Note 3. Revenues from contracts with customers

As discussed in Note 2, on January 1, 2018, we adopted ASC 606 “Revenues from Contracts with Customers.” Except as described in Note 2, our revenue recognition practices for contracts with customers under ASC 606 do not differ significantly from prior practices. Under ASC 606, revenues are recognized when a good or service is transferred to a customer. A good or service is transferred when (or as) the customer obtains control of that good or service. Revenues are based on the consideration we expect to receive in connection with our promises to deliver goods and services to our customers. Our accounting policies related to revenue from contracts with customers follow.

We manufacture and/or distribute a wide variety of industrial, building and consumer products. Our sales contracts provide customers with these products through wholesale and retail channels in exchange for consideration specified under the contracts. Contracts generally represent customer orders for individual products at stated prices. Sales contracts may contain either single or multiple performance obligations. In instances where contracts contain multiple performance obligations, we allocate the revenue to each obligation based on the relative stand-alone selling prices of each product or service.

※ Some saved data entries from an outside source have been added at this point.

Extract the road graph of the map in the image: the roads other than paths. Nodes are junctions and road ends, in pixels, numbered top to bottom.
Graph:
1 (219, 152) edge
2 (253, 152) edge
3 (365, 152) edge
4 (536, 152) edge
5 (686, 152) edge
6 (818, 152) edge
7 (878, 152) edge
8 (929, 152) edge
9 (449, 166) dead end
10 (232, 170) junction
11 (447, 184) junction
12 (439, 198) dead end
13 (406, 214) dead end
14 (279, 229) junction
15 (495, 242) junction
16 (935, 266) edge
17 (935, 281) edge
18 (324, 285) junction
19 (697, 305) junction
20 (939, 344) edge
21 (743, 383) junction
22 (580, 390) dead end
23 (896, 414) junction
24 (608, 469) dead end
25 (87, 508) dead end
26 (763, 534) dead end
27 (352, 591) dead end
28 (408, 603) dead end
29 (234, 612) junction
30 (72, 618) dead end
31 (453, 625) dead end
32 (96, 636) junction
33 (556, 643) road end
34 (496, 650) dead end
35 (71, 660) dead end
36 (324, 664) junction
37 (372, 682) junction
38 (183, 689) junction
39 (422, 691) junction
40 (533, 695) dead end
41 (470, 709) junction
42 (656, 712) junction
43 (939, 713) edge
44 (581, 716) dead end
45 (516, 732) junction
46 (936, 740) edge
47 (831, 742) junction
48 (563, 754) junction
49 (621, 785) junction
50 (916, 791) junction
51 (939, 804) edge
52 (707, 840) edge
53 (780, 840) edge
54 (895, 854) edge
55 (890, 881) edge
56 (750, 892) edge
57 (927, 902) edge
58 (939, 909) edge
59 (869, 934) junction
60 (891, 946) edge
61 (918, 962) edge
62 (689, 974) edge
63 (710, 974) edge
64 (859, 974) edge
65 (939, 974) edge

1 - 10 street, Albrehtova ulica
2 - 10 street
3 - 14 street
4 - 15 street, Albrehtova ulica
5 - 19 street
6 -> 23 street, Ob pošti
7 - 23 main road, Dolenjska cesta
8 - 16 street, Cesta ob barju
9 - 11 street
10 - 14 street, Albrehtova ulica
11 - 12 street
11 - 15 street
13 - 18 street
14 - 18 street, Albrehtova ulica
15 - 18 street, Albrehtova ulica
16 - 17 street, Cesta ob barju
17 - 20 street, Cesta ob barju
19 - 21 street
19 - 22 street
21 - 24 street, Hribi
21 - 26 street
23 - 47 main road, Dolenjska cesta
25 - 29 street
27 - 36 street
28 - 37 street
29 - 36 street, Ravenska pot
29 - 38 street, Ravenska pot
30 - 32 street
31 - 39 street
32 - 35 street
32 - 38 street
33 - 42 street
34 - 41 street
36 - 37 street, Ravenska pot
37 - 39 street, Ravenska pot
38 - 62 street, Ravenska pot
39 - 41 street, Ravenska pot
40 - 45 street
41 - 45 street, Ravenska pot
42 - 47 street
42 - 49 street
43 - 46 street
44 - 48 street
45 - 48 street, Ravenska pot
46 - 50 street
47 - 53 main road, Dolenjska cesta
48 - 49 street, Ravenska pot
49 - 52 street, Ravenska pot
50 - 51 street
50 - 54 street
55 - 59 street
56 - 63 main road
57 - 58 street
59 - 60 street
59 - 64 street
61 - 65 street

Sales revenue reflects reductions for returns, allowances, volume discounts and other incentives, some of which may be contingent on future events. In certain customer contracts of our grocery distribution business, sales revenue includes certain state and local excise taxes billed to customers on specified products when those taxes are levied directly upon us by the taxing authorities. Sales revenue excludes sales taxes and value-added taxes collected on behalf of taxing authorities. Sales revenue includes consideration for shipping and other fulfillment activities performed prior to the customer obtaining control of the goods. We also elect to treat consideration for such services performed after control has passed to the customer as sales revenue.

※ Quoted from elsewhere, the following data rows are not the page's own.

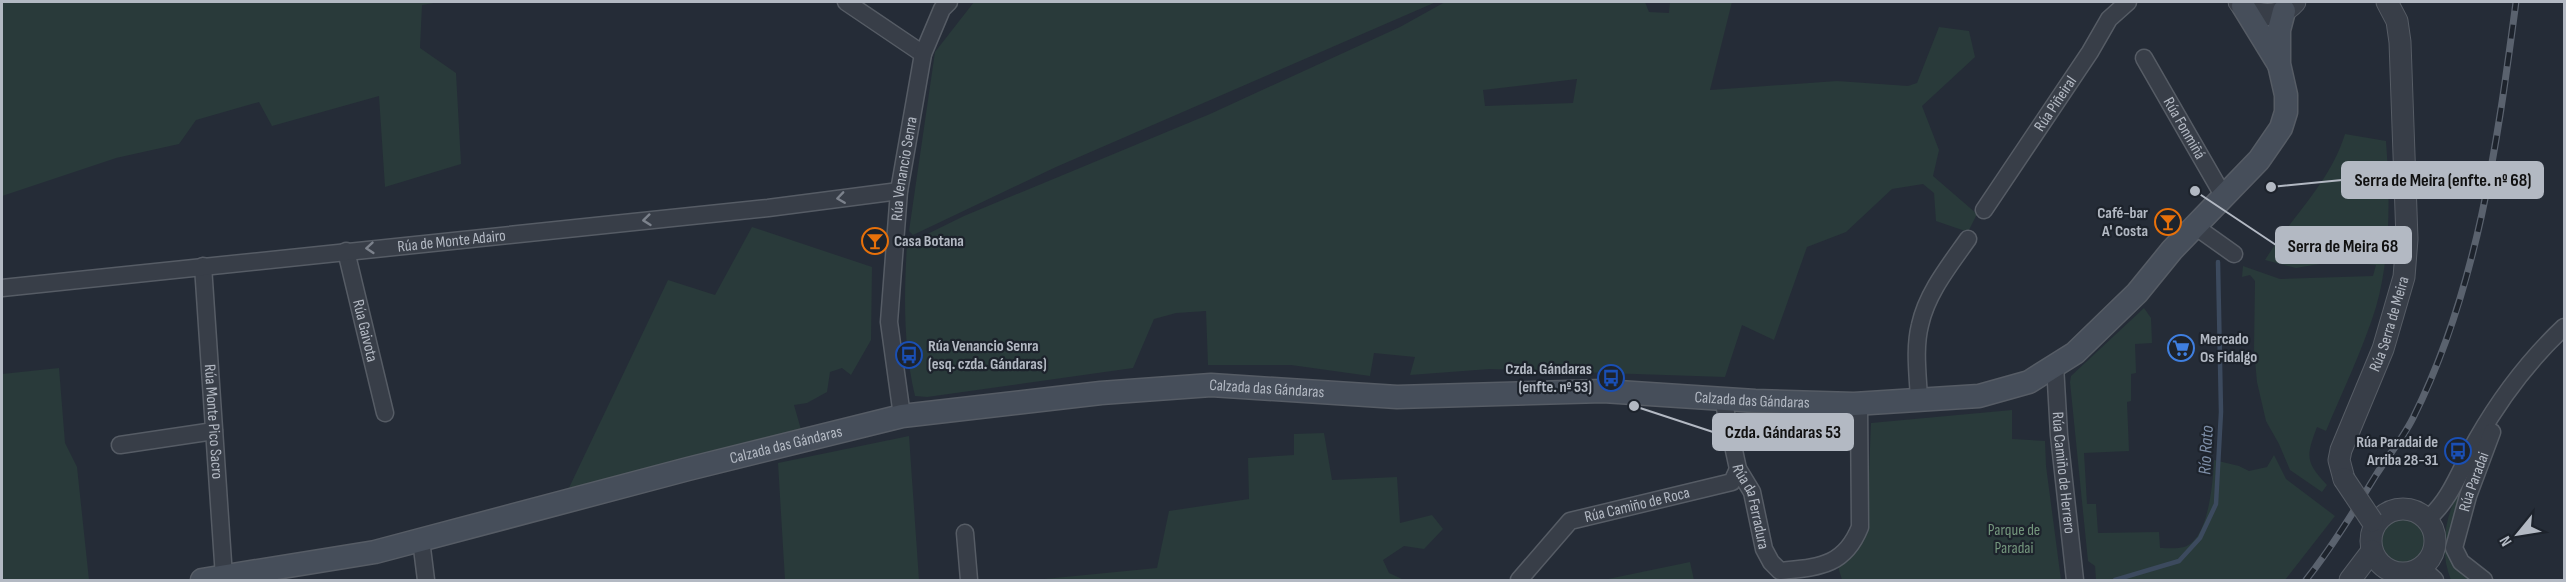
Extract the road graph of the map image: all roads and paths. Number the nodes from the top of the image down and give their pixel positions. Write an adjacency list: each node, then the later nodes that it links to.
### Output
1 (846, 2): 7 (street)
2 (950, 2): 7 (street, Rúa Venancio Senra)
3 (2128, 2): 12 (street, Rúa Piñeiral)
4 (2387, 2): 31 (street, Rúa Serra de Meira, bridge)
5 (2241, 4): 6 (street); 9 (main road)
6 (2290, 6): 9 (main road)
7 (923, 54): 10 (street, Rúa Venancio Senra)
8 (2144, 58): 11 (street, Rúa Fonmiñá)
9 (2279, 64): 11 (main road, Calzada das Gándaras)
10 (899, 191): 15 (street, Rúa de Monte Adairo, one-way to 15); 26 (street, Rúa Venancio Senra)
11 (2224, 197): 13 (main road, Calzada das Gándaras)
12 (1984, 210)
13 (2196, 227): 16 (street); 20 (main road, Calzada das Gándaras)
14 (1968, 239): 22 (street)
15 (346, 250): 17 (street, Rúa de Monte Adairo); 25 (street, Rúa Gaivota)
16 (2235, 254)
17 (203, 266): 18 (street, Rúa de Monte Adairo); 27 (street, Rúa Monte Pico Sacro)
18 (2, 288)
19 (2565, 327): 24 (street, Rúa Paradai)
20 (2055, 365): 22 (main road, Calzada das Gándaras); 41 (street, Rúa Camiño de Herrero)
21 (1723, 399): 23 (main road, Calzada das Gándaras); 26 (main road, Calzada das Gándaras); 29 (street, Rúa da Ferradura)
22 (1919, 400): 23 (main road, Calzada das Gándaras)
23 (1859, 404): 29 (street, Rúa da Ferradura)
24 (2496, 408): 30 (street, Rúa Paradai); 43 (street, Rúa Paradai)
25 (385, 413)
26 (902, 416): 33 (main road, Calzada das Gándaras)
27 (214, 431): 28 (street); 37 (street, Rúa Monte Pico Sacro)
28 (120, 445)
29 (1738, 469): 40 (street, Rúa Camiño de Roca)
30 (2426, 520): 31 (street); 36 (street)
31 (2373, 523): 34 (street)
32 (965, 533): 39 (street)
33 (421, 540): 37 (main road, Calzada das Gándaras); 38 (street)
34 (2372, 551): 35 (street); 42 (street)
35 (2379, 574): 36 (street)
36 (2428, 574)
37 (213, 579)
38 (426, 580)
39 (969, 580)
40 (1519, 580)
41 (2075, 580)
42 (2350, 580)
43 (2484, 580)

Our product sales revenues are generally recognized at a point in time when control of the product transfers to the customer, which coincides with customer pickup or product delivery or acceptance, depending on terms of the arrangement. We recognize sales revenues and related costs with respect to certain contracts over time, primarily from certain castings, forgings and aerostructures contracts. Control of the product units under these contracts transfers continuously to the customer as the product is manufactured. These products generally have no alternative use and the contract requires the customer to provide reasonable compensation if terminated for reasons other than breach of contract.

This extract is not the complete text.